Diabetes is a health condition that can be cumbersome, especially when insulin shots and constant blood sugar tests are required. The trick medical professionals have when it comes to preventing diabetes—or even stepping towards prediabetes—is to change diets early on to be healthier. Prediabetes occurs when blood sugar levels are higher than normal but not high enough to reach type 2. This can be reversed by changing into a healthy diet.

While there are no food, drinks, or supplements that can lower blood sugar, certain things can be ingested that have a low Glycemic Index (GI). A low Glycemic Index means that these food items will not raise blood sugar levels and will help avoid spikes. If coupled with medications and exercise, then prediabetes may be effectively contained. 

Here are the superfoods that can be added to a diet plan to prevent the onset of diabetes. Not only do they taste good, but they are also healthy alternatives to sugar and high Glycemic Index carbohydrates. 

Avocados

Studies have shown that avocados can lower the risks of metabolic syndrome, which in turn reduces the risk of obtaining diabetes, as well as heart diseases and stroke. This is thanks to the polyunsaturated fatty acids (PUFAs) and the monounsaturated fatty acids (MUFAs) present in avocados, giving them their health benefits towards insulin sensitivity. They are also good for blood pressure and inflammation, which make avocados not only taste good but are also healthy all-around products!

Omega-3 Fatty Acids

These are highly present vitamins that are found mostly in salmon, tuna, and trout, and are essential in body maintenance and repair.

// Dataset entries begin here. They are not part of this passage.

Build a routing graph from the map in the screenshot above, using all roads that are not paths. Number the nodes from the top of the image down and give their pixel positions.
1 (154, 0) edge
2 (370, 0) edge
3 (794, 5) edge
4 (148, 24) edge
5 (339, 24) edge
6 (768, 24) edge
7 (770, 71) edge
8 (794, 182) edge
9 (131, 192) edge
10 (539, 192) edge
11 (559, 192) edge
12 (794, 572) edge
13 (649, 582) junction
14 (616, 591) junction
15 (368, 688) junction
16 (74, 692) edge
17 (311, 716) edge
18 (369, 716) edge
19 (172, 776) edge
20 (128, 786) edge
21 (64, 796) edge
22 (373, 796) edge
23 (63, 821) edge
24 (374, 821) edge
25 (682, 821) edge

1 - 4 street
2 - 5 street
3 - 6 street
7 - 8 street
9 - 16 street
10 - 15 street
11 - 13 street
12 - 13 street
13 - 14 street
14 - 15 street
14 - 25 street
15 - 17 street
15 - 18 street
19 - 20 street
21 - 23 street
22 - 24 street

Proteins do not impact blood sugar levels because of its lack of a GI ranking, as well as having increased satiety—which means feeling “full” for longer periods of time despite consuming less food. 

Garlic

Garlic can manage blood sugar and has shown that it can lower fasting blood sugar. Garlic rich food can be good for maintaining a healthy diet because of its strong flavor and its lack of carbohydrates, thus giving it no GI ranking. 

Apple Cider Vinegar

The acetic acid in apple cider vinegar reduced the effects of certain enzymes in the stomach and has been reported to improve the sensitivity of insulin after meals. When 20 grams of apple cider vinegar is mixed with 40 grams of water and consumed before meals, this has shown to reduce spikes in blood sugar. 

Leafy Greens

A leafy green salad is a great filler that holds tons of nutrients, like vitamin A and magnesium. It is also high in fiber and assists in lowering blood sugar. 

Greens like spinach, lettuce, kale, swiss chard, and other similar leafy greens are all good for keeping the risks of type 2 diabetes at bay. 

Whole Grains

To avoid insulin spikes, this means avoiding carbohydrates as much as possible. While most grains are made up of carbohydrates in composition, there are some that exist with better nutritional value. 

Whole grains are the best compared to refined grains, as the latter are high in carbohydrates and can cause spikes in insulin levels. Choose grains like quinoa or millet for replacing traditional white rice and other kinds of high GI ranking carbohydrates. 

Coffee

Coffee has been found to have many great benefits to the body, provided that it is consumed in its purest form and without excess sugars and creams that can spike insulin. When consumed black, this can offer a great kick, while also providing metabolic effects that are good for weight loss and other positive impacts on the body’s processes. 

The Bottom Line

Caring for the body’s internal system means monitoring what goes inside and improving its functions. With a better diet, there are more benefits than just containing prediabetes, and these can assist with the longevity of life in the long run. Couple this with proper exercise and a healthier lifestyle, the body can survive longer with better functionality.